Hub-and-spoke transit systems reflect old commuting patterns. A few metro areas are planning suburb-to-suburb rail lines.

Sometime in the next 10 years, if all goes according to plan, you'll be able to board a train in a far western Chicago suburb and ride all the way to...well...another far western suburb. You'll be able to get to Chicago too, but that's not really the point. The so-called STAR Line, to be run by the regional rail agency known as Metra, is designed to let a transit rider go directly from one of the region's fast-growing western or northwestern suburbs to another, without first having to travel into the city. This makes it, oddly enough, one of the bolder transportation experiments in the country.

Transit options exist in the suburbs, of course. There are buses, van pools, paratransit--all the alternatives that transit advocates wish commuters would use more often. None of them has made a serious dent in automobile use, however, and none really gets at the toughest issue in transit planning: developing a viable public transit "beltway"--or circumferential--system. Transit in this country, and rail transit in particular, follows a hub-and-spoke pattern, with the central city at the core and lines radiating out from there.

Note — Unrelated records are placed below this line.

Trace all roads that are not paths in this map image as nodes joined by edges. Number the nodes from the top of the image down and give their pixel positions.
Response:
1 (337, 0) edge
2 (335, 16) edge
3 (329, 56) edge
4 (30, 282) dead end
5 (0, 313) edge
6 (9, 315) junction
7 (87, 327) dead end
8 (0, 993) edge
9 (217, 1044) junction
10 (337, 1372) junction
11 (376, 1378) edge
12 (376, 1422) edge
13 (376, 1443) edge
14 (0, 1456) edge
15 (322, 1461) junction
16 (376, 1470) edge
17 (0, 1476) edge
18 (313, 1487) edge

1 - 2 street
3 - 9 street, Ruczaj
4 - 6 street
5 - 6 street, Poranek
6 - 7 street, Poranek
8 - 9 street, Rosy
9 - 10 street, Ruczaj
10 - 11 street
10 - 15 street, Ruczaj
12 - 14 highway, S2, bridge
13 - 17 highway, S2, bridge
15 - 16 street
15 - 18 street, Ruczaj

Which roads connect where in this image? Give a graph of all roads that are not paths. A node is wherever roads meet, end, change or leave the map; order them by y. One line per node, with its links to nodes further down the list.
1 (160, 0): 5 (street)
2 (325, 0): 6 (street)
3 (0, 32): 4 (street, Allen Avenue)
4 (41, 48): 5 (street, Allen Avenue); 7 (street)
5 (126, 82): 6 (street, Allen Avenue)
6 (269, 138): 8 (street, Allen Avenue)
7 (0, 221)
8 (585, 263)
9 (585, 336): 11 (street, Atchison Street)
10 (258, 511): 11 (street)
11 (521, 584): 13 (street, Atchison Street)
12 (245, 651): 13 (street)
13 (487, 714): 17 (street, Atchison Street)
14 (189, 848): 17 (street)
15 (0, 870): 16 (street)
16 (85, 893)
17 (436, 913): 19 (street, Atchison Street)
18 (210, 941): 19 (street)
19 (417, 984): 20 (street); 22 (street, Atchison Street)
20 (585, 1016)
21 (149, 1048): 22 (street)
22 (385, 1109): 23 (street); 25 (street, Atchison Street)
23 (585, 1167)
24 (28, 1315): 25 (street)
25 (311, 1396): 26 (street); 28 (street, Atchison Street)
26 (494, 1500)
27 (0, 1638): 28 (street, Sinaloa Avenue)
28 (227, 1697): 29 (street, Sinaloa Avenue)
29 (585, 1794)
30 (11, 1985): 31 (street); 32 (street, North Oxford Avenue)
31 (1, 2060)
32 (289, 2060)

In this, it lags well behind our living patterns. During the 1990s, for instance, the Chicago metropolitan area grew by 11.6 percent, adding 860,000 people, and although Chicago enjoyed a portion of that growth, most of it went to the suburbs. Moreover, much of the region's job growth has taken place beyond city limits as well. Towns such as Schaumburg and neighboring Hoffman Estates have become major employment centers, with Motorola headquartered in the former and Sears in the latter. Nationally, the patterns are similar: In the largest metropolitan areas, suburbs in the 1990s grew at a rate twice that of central cities and emerged as shopping and work destinations in their own right. For most people, though, the only way to get from one to the next remains the car.

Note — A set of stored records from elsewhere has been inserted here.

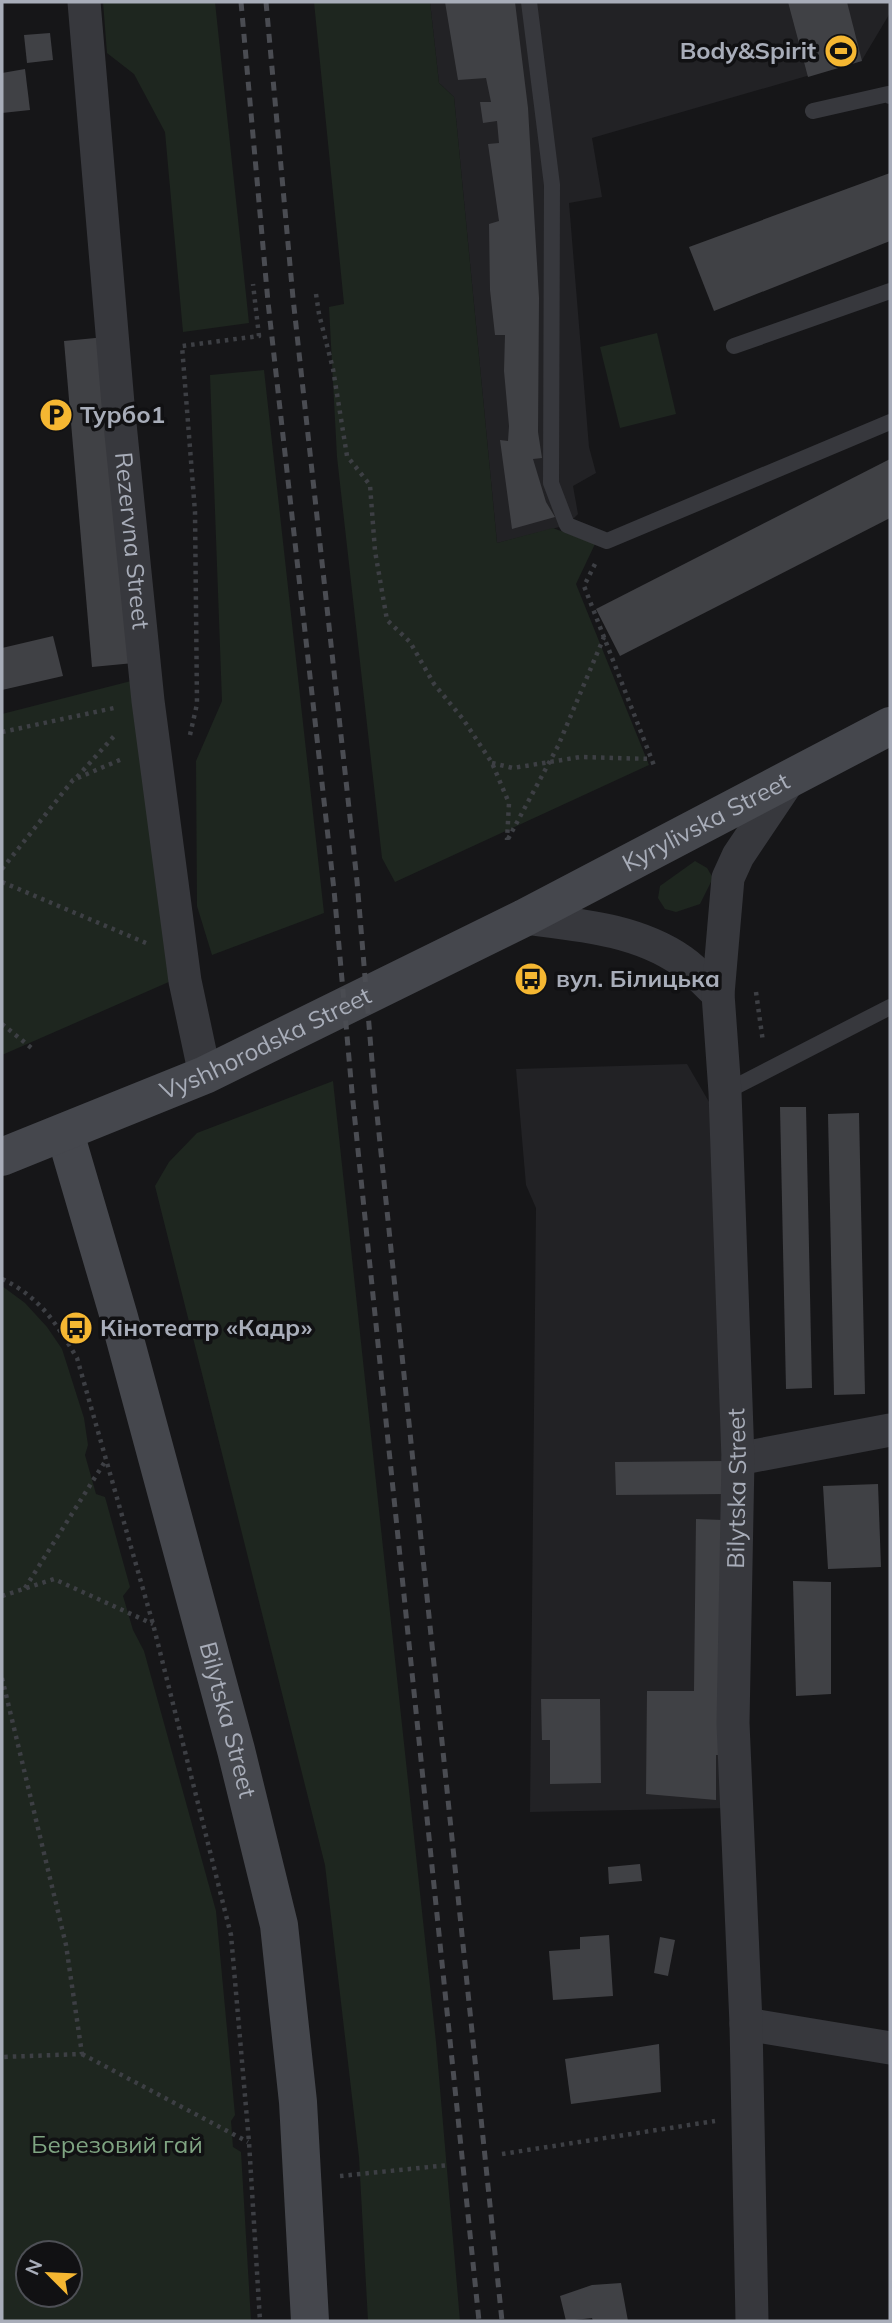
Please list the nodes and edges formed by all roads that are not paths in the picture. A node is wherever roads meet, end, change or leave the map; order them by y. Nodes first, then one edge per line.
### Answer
1 (84, 2) edge
2 (528, 2) edge
3 (890, 96) edge
4 (813, 111) dead end
5 (890, 291) edge
6 (734, 346) dead end
7 (890, 422) edge
8 (890, 726) edge
9 (791, 777) junction
10 (524, 918) junction
11 (718, 994) junction
12 (890, 1007) edge
13 (205, 1075) junction
14 (725, 1092) junction
15 (65, 1133) junction
16 (2, 1157) edge
17 (890, 1430) edge
18 (738, 1459) junction
19 (746, 2024) junction
20 (890, 2048) edge
21 (310, 2321) edge
22 (752, 2321) edge

1 - 13 street, Rezervna Street
2 - 7 lane
3 - 4 lane
5 - 6 lane
8 - 9 main road, Kyrylivska Street
9 - 10 main road, Kyrylivska Street
9 - 11 street, Bilytska Street
10 - 11 street
10 - 13 main road, Vyshhorodska Street
11 - 14 street, Bilytska Street
12 - 14 lane
13 - 15 main road, Vyshhorodska Street
14 - 18 street, Bilytska Street
15 - 16 main road, Vyshhorodska Street
15 - 21 main road, Bilytska Street
17 - 18 street
18 - 19 street, Bilytska Street
19 - 20 street
19 - 22 street, Bilytska Street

Naperville, Illinois, for instance, sits about 30 miles from downtown Chicago, and every workday morning, says Mayor George Pradel, "we pour cars out of our city into the next one." He adds, "Getting from point A to point B takes a while. It's not gridlock, but so many people are using the highways. Transportation is our number one problem, with the growth we have."

You can understand, then, why Pradel and other mayors whose towns lie along the proposed STAR Line have so enthusiastically embraced the idea. "We really want this to happen," Pradel says.

And it's likely it will. The STAR Line enjoys strong support from local governments--including the city of Chicago, since it would help connect city residents with the rich suburban job markets--and from regional government councils. Suburban employers like the idea, as well. And perhaps most important, a major portion of the proposed line runs through the district of U.S. House Speaker Dennis Hastert, who has announced his backing for the project in this fall's federal transportation bill.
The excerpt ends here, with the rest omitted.